┌──

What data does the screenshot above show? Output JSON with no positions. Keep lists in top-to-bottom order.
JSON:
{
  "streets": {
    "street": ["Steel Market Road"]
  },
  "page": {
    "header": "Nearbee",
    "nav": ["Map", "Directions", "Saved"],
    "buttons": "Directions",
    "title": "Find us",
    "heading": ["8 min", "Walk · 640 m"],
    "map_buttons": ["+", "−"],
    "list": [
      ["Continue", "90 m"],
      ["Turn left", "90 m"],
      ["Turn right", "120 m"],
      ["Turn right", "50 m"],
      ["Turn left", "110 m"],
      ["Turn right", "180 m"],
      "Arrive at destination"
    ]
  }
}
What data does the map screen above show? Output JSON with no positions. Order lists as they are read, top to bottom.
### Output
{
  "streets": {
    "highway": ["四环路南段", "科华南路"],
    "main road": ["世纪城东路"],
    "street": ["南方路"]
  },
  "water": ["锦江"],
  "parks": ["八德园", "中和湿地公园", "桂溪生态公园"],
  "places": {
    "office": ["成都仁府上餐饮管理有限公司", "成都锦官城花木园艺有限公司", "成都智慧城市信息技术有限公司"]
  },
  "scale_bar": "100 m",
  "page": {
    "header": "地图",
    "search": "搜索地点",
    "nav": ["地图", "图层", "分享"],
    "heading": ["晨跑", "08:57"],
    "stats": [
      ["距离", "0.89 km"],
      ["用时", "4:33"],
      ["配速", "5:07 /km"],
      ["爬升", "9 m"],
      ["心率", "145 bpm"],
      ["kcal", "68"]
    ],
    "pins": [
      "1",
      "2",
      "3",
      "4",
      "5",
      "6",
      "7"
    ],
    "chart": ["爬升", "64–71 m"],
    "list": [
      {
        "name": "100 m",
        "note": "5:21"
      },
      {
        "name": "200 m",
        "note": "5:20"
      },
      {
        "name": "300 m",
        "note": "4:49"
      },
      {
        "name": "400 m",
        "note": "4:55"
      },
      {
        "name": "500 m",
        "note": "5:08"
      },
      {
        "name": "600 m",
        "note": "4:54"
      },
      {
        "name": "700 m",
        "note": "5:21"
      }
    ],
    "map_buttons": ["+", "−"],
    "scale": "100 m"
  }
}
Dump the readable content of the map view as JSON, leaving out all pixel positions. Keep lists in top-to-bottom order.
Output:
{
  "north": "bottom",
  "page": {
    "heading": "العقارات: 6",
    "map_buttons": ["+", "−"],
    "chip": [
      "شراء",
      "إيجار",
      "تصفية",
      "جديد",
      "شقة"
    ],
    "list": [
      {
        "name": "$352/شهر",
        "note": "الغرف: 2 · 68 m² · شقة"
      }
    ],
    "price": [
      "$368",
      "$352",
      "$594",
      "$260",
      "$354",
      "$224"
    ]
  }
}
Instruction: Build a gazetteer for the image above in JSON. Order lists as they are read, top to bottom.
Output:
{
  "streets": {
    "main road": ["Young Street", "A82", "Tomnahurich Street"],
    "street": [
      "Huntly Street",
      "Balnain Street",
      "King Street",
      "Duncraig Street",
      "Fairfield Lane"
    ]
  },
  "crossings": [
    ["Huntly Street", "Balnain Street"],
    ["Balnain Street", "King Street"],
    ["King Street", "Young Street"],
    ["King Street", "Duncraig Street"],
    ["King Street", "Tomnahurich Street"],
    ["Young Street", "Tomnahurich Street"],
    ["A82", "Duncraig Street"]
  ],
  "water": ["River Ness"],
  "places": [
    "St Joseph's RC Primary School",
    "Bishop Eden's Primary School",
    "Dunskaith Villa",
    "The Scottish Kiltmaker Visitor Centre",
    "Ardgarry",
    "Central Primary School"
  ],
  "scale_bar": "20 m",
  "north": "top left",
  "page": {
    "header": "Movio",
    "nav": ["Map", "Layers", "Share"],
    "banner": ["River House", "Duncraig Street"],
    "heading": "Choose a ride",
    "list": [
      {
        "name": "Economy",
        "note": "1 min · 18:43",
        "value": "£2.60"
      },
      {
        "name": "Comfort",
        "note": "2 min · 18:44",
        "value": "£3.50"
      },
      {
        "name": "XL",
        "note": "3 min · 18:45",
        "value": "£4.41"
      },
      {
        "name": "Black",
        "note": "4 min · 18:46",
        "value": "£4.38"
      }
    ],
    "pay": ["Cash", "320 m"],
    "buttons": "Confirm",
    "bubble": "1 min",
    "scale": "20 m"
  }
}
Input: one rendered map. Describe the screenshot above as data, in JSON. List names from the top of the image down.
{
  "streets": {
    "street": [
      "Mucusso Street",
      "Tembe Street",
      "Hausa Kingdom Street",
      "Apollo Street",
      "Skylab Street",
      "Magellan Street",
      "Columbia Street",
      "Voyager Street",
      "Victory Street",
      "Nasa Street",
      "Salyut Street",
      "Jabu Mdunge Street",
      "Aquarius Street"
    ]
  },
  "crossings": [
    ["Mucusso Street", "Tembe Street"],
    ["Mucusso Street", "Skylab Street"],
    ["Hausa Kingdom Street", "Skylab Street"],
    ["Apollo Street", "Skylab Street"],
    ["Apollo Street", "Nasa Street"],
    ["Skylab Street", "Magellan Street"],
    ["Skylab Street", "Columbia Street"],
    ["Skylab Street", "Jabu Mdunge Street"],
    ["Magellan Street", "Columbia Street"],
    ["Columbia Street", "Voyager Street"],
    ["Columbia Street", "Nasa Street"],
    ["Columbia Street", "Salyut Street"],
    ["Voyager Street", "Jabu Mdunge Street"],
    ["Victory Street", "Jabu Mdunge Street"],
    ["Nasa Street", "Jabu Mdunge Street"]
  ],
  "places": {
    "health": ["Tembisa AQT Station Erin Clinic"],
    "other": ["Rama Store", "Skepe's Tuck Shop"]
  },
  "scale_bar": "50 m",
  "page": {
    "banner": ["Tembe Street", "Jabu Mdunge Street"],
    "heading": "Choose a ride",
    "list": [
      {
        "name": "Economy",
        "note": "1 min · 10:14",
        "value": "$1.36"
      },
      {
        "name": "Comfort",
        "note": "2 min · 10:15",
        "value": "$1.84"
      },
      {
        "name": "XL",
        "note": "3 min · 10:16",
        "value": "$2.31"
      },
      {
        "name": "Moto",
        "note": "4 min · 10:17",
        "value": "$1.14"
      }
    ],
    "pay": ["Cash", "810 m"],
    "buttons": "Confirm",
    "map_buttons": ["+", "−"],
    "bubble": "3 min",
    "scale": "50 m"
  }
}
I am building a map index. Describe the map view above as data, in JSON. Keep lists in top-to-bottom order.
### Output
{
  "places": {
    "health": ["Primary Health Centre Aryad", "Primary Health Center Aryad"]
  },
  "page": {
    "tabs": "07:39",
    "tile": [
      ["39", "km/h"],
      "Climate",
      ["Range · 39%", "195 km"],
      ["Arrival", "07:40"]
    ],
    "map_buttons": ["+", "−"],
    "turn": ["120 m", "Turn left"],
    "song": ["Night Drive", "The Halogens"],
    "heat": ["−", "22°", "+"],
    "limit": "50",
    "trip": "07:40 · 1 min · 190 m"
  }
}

└──

▶ [What is being asked] What is needed here is an exact copy of every record.

▶ [Exercise result]
What data does the screenshot above show? Output JSON with no positions. Keep lists in top-to-bottom order.
JSON:
{
  "streets": {
    "street": ["Steel Market Road"]
  },
  "page": {
    "header": "Nearbee",
    "nav": ["Map", "Directions", "Saved"],
    "buttons": "Directions",
    "title": "Find us",
    "heading": ["8 min", "Walk · 640 m"],
    "map_buttons": ["+", "−"],
    "list": [
      ["Continue", "90 m"],
      ["Turn left", "90 m"],
      ["Turn right", "120 m"],
      ["Turn right", "50 m"],
      ["Turn left", "110 m"],
      ["Turn right", "180 m"],
      "Arrive at destination"
    ]
  }
}
What data does the map screen above show? Output JSON with no positions. Order lists as they are read, top to bottom.
### Output
{
  "streets": {
    "highway": ["四环路南段", "科华南路"],
    "main road": ["世纪城东路"],
    "street": ["南方路"]
  },
  "water": ["锦江"],
  "parks": ["八德园", "中和湿地公园", "桂溪生态公园"],
  "places": {
    "office": ["成都仁府上餐饮管理有限公司", "成都锦官城花木园艺有限公司", "成都智慧城市信息技术有限公司"]
  },
  "scale_bar": "100 m",
  "page": {
    "header": "地图",
    "search": "搜索地点",
    "nav": ["地图", "图层", "分享"],
    "heading": ["晨跑", "08:57"],
    "stats": [
      ["距离", "0.89 km"],
      ["用时", "4:33"],
      ["配速", "5:07 /km"],
      ["爬升", "9 m"],
      ["心率", "145 bpm"],
      ["kcal", "68"]
    ],
    "pins": [
      "1",
      "2",
      "3",
      "4",
      "5",
      "6",
      "7"
    ],
    "chart": ["爬升", "64–71 m"],
    "list": [
      {
        "name": "100 m",
        "note": "5:21"
      },
      {
        "name": "200 m",
        "note": "5:20"
      },
      {
        "name": "300 m",
        "note": "4:49"
      },
      {
        "name": "400 m",
        "note": "4:55"
      },
      {
        "name": "500 m",
        "note": "5:08"
      },
      {
        "name": "600 m",
        "note": "4:54"
      },
      {
        "name": "700 m",
        "note": "5:21"
      }
    ],
    "map_buttons": ["+", "−"],
    "scale": "100 m"
  }
}
Dump the readable content of the map view as JSON, leaving out all pixel positions. Keep lists in top-to-bottom order.
Output:
{
  "north": "bottom",
  "page": {
    "heading": "العقارات: 6",
    "map_buttons": ["+", "−"],
    "chip": [
      "شراء",
      "إيجار",
      "تصفية",
      "جديد",
      "شقة"
    ],
    "list": [
      {
        "name": "$352/شهر",
        "note": "الغرف: 2 · 68 m² · شقة"
      }
    ],
    "price": [
      "$368",
      "$352",
      "$594",
      "$260",
      "$354",
      "$224"
    ]
  }
}
Instruction: Build a gazetteer for the image above in JSON. Order lists as they are read, top to bottom.
Output:
{
  "streets": {
    "main road": ["Young Street", "A82", "Tomnahurich Street"],
    "street": [
      "Huntly Street",
      "Balnain Street",
      "King Street",
      "Duncraig Street",
      "Fairfield Lane"
    ]
  },
  "crossings": [
    ["Huntly Street", "Balnain Street"],
    ["Balnain Street", "King Street"],
    ["King Street", "Young Street"],
    ["King Street", "Duncraig Street"],
    ["King Street", "Tomnahurich Street"],
    ["Young Street", "Tomnahurich Street"],
    ["A82", "Duncraig Street"]
  ],
  "water": ["River Ness"],
  "places": [
    "St Joseph's RC Primary School",
    "Bishop Eden's Primary School",
    "Dunskaith Villa",
    "The Scottish Kiltmaker Visitor Centre",
    "Ardgarry",
    "Central Primary School"
  ],
  "scale_bar": "20 m",
  "north": "top left",
  "page": {
    "header": "Movio",
    "nav": ["Map", "Layers", "Share"],
    "banner": ["River House", "Duncraig Street"],
    "heading": "Choose a ride",
    "list": [
      {
        "name": "Economy",
        "note": "1 min · 18:43",
        "value": "£2.60"
      },
      {
        "name": "Comfort",
        "note": "2 min · 18:44",
        "value": "£3.50"
      },
      {
        "name": "XL",
        "note": "3 min · 18:45",
        "value": "£4.41"
      },
      {
        "name": "Black",
        "note": "4 min · 18:46",
        "value": "£4.38"
      }
    ],
    "pay": ["Cash", "320 m"],
    "buttons": "Confirm",
    "bubble": "1 min",
    "scale": "20 m"
  }
}
Input: one rendered map. Describe the screenshot above as data, in JSON. List names from the top of the image down.
{
  "streets": {
    "street": [
      "Mucusso Street",
      "Tembe Street",
      "Hausa Kingdom Street",
      "Apollo Street",
      "Skylab Street",
      "Magellan Street",
      "Columbia Street",
      "Voyager Street",
      "Victory Street",
      "Nasa Street",
      "Salyut Street",
      "Jabu Mdunge Street",
      "Aquarius Street"
    ]
  },
  "crossings": [
    ["Mucusso Street", "Tembe Street"],
    ["Mucusso Street", "Skylab Street"],
    ["Hausa Kingdom Street", "Skylab Street"],
    ["Apollo Street", "Skylab Street"],
    ["Apollo Street", "Nasa Street"],
    ["Skylab Street", "Magellan Street"],
    ["Skylab Street", "Columbia Street"],
    ["Skylab Street", "Jabu Mdunge Street"],
    ["Magellan Street", "Columbia Street"],
    ["Columbia Street", "Voyager Street"],
    ["Columbia Street", "Nasa Street"],
    ["Columbia Street", "Salyut Street"],
    ["Voyager Street", "Jabu Mdunge Street"],
    ["Victory Street", "Jabu Mdunge Street"],
    ["Nasa Street", "Jabu Mdunge Street"]
  ],
  "places": {
    "health": ["Tembisa AQT Station Erin Clinic"],
    "other": ["Rama Store", "Skepe's Tuck Shop"]
  },
  "scale_bar": "50 m",
  "page": {
    "banner": ["Tembe Street", "Jabu Mdunge Street"],
    "heading": "Choose a ride",
    "list": [
      {
        "name": "Economy",
        "note": "1 min · 10:14",
        "value": "$1.36"
      },
      {
        "name": "Comfort",
        "note": "2 min · 10:15",
        "value": "$1.84"
      },
      {
        "name": "XL",
        "note": "3 min · 10:16",
        "value": "$2.31"
      },
      {
        "name": "Moto",
        "note": "4 min · 10:17",
        "value": "$1.14"
      }
    ],
    "pay": ["Cash", "810 m"],
    "buttons": "Confirm",
    "map_buttons": ["+", "−"],
    "bubble": "3 min",
    "scale": "50 m"
  }
}
I am building a map index. Describe the map view above as data, in JSON. Keep lists in top-to-bottom order.
### Output
{
  "places": {
    "health": ["Primary Health Centre Aryad", "Primary Health Center Aryad"]
  },
  "page": {
    "tabs": "07:39",
    "tile": [
      ["39", "km/h"],
      "Climate",
      ["Range · 39%", "195 km"],
      ["Arrival", "07:40"]
    ],
    "map_buttons": ["+", "−"],
    "turn": ["120 m", "Turn left"],
    "song": ["Night Drive", "The Halogens"],
    "heat": ["−", "22°", "+"],
    "limit": "50",
    "trip": "07:40 · 1 min · 190 m"
  }
}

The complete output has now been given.